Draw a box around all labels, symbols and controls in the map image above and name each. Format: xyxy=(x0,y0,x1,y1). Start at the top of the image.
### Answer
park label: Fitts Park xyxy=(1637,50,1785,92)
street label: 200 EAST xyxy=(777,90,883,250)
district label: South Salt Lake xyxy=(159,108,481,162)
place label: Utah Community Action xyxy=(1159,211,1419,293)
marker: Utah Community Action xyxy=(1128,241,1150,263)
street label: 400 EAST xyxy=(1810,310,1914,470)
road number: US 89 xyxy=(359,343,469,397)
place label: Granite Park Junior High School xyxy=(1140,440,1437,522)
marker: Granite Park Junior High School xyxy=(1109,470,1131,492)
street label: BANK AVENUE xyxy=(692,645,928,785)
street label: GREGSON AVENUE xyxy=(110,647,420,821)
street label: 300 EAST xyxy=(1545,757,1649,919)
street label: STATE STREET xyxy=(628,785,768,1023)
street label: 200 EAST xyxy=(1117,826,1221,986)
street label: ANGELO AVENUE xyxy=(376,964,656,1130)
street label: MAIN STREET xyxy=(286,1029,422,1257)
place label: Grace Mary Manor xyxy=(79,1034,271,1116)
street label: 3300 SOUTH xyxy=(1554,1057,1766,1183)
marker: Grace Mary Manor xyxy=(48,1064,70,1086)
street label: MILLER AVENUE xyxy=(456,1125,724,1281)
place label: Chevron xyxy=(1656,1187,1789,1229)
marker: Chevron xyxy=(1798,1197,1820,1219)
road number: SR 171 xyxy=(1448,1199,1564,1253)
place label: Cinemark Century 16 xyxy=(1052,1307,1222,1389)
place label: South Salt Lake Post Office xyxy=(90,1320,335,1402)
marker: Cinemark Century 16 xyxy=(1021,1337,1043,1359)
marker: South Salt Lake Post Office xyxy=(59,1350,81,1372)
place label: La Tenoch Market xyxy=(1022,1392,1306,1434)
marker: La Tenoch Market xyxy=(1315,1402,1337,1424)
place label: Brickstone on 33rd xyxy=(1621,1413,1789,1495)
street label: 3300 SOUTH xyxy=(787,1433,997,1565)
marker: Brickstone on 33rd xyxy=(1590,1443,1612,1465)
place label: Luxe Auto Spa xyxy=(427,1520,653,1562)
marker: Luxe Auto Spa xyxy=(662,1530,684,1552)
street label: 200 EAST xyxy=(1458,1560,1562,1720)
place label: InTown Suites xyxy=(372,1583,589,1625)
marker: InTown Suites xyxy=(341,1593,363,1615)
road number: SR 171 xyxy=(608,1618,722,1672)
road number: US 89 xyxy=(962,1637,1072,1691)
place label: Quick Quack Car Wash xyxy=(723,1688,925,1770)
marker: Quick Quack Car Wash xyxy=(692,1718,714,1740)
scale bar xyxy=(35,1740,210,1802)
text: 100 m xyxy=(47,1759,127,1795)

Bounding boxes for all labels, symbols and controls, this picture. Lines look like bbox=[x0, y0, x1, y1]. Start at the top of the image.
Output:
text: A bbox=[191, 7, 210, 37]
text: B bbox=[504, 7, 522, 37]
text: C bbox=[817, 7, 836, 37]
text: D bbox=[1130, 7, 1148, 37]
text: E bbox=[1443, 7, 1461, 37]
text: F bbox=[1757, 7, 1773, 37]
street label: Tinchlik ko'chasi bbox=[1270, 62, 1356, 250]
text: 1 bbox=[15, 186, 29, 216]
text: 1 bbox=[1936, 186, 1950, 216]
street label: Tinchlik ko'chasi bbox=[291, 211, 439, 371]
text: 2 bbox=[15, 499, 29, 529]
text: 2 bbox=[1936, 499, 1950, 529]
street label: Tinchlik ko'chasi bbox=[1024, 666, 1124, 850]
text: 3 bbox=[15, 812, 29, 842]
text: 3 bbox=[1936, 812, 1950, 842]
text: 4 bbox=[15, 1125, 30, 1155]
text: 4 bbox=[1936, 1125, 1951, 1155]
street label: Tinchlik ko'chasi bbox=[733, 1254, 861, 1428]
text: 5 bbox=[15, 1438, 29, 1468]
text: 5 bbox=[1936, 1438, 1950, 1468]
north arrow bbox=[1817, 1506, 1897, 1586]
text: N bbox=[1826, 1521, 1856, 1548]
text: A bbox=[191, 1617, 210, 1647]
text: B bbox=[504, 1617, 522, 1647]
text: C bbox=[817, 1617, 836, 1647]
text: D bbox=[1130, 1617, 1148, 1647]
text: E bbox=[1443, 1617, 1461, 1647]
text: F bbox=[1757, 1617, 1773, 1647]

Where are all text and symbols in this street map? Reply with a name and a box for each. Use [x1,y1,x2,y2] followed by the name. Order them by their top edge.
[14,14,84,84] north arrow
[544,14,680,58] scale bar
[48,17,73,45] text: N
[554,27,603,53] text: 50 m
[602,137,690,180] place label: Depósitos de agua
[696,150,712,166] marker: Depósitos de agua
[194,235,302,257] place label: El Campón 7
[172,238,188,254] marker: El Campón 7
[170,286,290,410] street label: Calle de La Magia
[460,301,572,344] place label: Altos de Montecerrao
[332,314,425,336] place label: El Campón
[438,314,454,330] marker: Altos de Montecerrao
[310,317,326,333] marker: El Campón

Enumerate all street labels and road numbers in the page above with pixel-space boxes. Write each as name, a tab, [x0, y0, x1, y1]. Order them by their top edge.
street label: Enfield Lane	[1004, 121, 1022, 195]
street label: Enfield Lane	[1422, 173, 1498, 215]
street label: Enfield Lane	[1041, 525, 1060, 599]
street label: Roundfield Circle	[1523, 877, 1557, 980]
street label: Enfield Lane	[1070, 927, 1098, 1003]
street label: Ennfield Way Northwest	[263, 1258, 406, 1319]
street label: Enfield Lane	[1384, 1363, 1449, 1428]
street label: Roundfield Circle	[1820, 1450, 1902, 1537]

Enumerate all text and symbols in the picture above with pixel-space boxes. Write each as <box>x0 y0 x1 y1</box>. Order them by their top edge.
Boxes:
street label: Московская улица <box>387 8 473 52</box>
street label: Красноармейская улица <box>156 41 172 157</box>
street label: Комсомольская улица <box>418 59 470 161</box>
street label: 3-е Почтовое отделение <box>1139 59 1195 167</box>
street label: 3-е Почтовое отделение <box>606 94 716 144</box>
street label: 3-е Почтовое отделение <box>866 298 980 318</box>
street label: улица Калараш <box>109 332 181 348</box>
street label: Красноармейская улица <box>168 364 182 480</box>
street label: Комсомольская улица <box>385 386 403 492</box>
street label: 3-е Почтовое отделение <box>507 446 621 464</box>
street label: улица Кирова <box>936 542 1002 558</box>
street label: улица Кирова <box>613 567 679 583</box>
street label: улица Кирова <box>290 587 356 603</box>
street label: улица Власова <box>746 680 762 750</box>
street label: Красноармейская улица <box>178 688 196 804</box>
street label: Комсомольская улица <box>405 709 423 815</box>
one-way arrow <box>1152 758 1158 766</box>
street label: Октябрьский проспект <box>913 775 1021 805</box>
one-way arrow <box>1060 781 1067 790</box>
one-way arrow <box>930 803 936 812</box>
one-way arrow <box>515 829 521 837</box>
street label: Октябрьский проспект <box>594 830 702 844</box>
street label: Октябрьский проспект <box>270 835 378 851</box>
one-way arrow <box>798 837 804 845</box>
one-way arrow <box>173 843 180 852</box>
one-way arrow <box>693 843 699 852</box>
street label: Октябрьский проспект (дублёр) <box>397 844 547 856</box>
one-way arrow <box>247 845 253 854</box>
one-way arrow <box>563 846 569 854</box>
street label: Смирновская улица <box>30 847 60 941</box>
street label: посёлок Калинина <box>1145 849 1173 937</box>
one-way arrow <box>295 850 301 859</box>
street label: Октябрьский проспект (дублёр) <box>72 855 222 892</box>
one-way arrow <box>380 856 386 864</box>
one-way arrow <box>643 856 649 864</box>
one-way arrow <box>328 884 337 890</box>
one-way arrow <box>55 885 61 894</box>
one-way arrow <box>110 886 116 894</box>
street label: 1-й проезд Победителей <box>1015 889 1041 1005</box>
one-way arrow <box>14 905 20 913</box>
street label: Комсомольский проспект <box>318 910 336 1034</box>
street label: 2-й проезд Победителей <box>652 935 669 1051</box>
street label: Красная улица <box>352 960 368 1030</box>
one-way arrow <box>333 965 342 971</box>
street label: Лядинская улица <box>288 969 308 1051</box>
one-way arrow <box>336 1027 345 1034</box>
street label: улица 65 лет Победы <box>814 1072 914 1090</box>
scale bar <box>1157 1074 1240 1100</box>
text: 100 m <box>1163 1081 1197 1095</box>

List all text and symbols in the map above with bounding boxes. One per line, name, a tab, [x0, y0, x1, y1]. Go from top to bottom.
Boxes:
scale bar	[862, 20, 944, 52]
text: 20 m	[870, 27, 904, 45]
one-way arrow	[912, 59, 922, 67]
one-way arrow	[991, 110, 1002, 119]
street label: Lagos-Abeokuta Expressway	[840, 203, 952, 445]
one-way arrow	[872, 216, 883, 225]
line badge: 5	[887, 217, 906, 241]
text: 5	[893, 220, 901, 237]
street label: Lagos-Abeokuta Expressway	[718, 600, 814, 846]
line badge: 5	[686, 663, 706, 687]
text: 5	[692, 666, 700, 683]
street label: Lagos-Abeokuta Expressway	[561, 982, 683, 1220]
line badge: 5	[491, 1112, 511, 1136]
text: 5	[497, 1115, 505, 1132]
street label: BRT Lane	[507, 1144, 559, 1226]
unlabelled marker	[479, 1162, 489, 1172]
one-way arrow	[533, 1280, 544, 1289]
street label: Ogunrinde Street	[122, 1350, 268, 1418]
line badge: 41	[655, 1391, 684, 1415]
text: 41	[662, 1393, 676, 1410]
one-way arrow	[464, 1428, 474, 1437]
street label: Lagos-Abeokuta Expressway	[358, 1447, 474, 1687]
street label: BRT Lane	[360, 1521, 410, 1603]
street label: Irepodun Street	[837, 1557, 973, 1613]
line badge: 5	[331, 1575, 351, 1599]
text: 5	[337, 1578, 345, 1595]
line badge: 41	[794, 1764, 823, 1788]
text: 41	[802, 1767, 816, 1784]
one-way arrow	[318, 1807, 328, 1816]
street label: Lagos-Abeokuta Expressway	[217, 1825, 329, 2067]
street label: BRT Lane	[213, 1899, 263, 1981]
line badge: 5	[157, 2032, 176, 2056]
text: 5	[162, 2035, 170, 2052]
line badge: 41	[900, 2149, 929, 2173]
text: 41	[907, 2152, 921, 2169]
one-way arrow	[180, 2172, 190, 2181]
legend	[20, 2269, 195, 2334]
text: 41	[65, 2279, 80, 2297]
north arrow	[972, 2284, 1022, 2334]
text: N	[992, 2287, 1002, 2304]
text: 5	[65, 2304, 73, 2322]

**GOAL OF THE EXERCISE**
Copy each line of the listing that contains "Октябрьский".

**SOLVED PROBLEM**
street label: Октябрьский проспект <box>913 775 1021 805</box>
street label: Октябрьский проспект <box>594 830 702 844</box>
street label: Октябрьский проспект <box>270 835 378 851</box>
street label: Октябрьский проспект (дублёр) <box>397 844 547 856</box>
street label: Октябрьский проспект (дублёр) <box>72 855 222 892</box>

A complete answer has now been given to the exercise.